*TASK BRIEF*:
The data below is to be retyped exactly, line by line.

Collected data
------------------------

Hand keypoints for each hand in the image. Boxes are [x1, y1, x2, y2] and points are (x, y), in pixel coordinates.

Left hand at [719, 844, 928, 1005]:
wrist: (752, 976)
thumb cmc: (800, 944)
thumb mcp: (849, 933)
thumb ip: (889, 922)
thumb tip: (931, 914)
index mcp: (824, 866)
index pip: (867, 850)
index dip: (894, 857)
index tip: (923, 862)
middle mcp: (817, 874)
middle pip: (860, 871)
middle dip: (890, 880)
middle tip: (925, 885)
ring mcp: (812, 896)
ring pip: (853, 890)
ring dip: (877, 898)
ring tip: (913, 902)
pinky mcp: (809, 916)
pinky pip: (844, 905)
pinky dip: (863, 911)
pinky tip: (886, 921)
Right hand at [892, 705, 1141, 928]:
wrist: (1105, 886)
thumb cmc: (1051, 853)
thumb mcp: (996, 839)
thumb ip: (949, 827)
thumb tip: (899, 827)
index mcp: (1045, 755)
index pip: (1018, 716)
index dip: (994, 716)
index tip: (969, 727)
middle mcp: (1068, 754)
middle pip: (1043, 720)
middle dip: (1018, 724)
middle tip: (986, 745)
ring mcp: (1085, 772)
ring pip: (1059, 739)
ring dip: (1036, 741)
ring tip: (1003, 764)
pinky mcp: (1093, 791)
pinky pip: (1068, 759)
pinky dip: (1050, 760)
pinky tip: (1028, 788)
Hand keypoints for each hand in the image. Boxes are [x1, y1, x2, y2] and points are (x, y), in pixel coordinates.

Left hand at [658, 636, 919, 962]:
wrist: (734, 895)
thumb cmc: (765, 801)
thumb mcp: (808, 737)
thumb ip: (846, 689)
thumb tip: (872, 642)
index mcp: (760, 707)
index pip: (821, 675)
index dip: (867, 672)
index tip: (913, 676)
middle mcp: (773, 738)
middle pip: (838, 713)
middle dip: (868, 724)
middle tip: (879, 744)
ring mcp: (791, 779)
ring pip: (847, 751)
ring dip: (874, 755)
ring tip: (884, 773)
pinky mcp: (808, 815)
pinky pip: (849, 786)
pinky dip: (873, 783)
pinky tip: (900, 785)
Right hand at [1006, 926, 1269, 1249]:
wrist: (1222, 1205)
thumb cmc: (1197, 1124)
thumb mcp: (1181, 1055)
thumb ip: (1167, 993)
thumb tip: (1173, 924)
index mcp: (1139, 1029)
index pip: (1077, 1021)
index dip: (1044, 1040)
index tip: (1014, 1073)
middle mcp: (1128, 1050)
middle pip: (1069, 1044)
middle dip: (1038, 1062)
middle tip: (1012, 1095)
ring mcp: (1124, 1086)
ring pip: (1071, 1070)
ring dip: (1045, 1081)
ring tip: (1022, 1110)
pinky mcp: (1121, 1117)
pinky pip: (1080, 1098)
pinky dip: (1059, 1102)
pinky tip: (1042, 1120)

------------------------

*RESPONSE TO THE TASK*:
Hand keypoints for each hand in the image. Boxes are [x1, y1, x2, y2] and points are (x, y), in pixel coordinates.

Left hand at [719, 844, 928, 1005]:
wrist: (752, 976)
thumb cmc: (800, 944)
thumb mcp: (849, 933)
thumb ip: (889, 922)
thumb tip: (931, 914)
index mcp: (824, 866)
index pip: (867, 850)
index dip: (894, 857)
index tip: (923, 862)
middle mcp: (817, 874)
middle pip: (860, 871)
middle dip: (890, 880)
middle tip: (925, 885)
ring mcp: (812, 896)
ring pip: (853, 890)
ring dip: (877, 898)
ring tip: (913, 902)
pinky mcp: (809, 916)
pinky pip: (844, 905)
pinky dip: (863, 911)
pinky tip: (886, 921)
Right hand at [892, 705, 1141, 928]:
wrist: (1105, 886)
thumb cmc: (1051, 853)
thumb mcp: (996, 839)
thumb ip: (949, 827)
thumb tip: (899, 827)
index mcp: (1045, 755)
index pip: (1018, 716)
index dip: (994, 716)
index tip: (969, 727)
middle mcp: (1068, 754)
middle pip: (1043, 720)
middle dip: (1018, 724)
middle tip: (986, 745)
ring mcp: (1085, 772)
ring pip: (1059, 739)
ring dip: (1036, 741)
ring tip: (1003, 764)
pinky mcp: (1093, 791)
pinky pip: (1068, 759)
pinky dip: (1050, 760)
pinky tip: (1028, 788)
Hand keypoints for each hand in the image. Boxes are [x1, y1, x2, y2] and points are (x, y), in pixel coordinates.

Left hand at [658, 636, 919, 962]:
wrist: (734, 895)
thumb cmc: (765, 801)
thumb mcp: (808, 737)
thumb ip: (846, 689)
thumb tip: (872, 642)
index mcp: (760, 707)
index pip: (821, 675)
index dip: (867, 672)
index tip: (913, 676)
middle mcp: (773, 738)
middle pip: (838, 713)
middle dip: (868, 724)
middle tip: (879, 744)
ring mcp: (791, 779)
ring pip: (847, 751)
ring dip: (874, 755)
ring tip: (884, 773)
pinky mcp: (808, 815)
pinky pip: (849, 786)
pinky dip: (873, 783)
pinky tip: (900, 785)
Right hand at [1006, 926, 1269, 1249]:
wrist: (1222, 1205)
thumb cmc: (1197, 1124)
thumb mcp: (1181, 1055)
thumb ip: (1167, 993)
thumb tip: (1173, 924)
index mcp: (1139, 1029)
index pip: (1077, 1021)
index dip: (1044, 1040)
index tip: (1014, 1073)
middle mcp: (1128, 1050)
middle pip: (1069, 1044)
middle dip: (1038, 1062)
middle tip: (1012, 1095)
ring mcp: (1124, 1086)
ring pip: (1071, 1070)
ring dip: (1045, 1081)
ring tip: (1022, 1110)
pinky mcp: (1121, 1117)
pinky pip: (1080, 1098)
pinky dip: (1059, 1102)
pinky tip: (1042, 1120)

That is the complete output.